■ **What the task asks**: Say how many lines of the listing below include the word "Pizarro", with no other output.
***** Supplied data
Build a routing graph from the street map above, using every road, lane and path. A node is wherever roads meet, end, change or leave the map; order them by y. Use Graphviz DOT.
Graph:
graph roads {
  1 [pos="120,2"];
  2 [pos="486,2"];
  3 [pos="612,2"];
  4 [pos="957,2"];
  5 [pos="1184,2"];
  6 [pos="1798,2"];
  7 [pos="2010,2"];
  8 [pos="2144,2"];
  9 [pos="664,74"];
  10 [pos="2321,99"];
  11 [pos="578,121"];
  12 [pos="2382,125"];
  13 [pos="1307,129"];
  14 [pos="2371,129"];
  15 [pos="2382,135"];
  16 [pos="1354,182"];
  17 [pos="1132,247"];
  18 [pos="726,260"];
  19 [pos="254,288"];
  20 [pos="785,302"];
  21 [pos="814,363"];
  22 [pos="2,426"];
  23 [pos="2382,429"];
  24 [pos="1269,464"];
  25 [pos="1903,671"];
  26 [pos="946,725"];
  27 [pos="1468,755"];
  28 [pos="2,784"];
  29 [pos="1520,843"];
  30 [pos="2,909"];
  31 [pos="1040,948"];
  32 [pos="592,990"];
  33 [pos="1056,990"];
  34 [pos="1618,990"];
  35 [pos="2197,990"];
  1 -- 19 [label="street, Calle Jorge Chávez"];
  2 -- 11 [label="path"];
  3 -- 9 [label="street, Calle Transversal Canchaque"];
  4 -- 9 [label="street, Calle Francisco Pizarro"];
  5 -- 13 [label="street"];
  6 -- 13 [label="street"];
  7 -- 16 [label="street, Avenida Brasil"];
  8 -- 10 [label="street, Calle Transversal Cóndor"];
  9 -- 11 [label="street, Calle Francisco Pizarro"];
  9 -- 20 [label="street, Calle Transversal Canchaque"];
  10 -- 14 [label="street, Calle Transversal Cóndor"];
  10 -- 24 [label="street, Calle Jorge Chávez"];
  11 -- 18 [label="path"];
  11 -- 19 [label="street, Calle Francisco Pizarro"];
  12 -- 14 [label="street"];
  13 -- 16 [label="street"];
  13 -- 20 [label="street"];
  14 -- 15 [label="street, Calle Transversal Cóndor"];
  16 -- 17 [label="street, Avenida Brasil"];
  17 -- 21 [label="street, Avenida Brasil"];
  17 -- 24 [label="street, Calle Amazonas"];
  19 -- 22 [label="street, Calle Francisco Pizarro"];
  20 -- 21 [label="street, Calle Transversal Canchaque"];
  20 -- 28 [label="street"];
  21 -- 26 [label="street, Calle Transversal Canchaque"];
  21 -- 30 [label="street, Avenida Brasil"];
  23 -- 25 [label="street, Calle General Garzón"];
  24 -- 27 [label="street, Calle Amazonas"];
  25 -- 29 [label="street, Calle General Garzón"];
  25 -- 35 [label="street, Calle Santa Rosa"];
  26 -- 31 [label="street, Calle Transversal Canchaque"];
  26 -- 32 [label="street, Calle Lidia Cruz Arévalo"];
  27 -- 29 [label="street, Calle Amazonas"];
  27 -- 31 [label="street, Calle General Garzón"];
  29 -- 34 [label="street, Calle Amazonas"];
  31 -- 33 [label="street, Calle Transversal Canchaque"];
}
**********
■ **Response below**: 4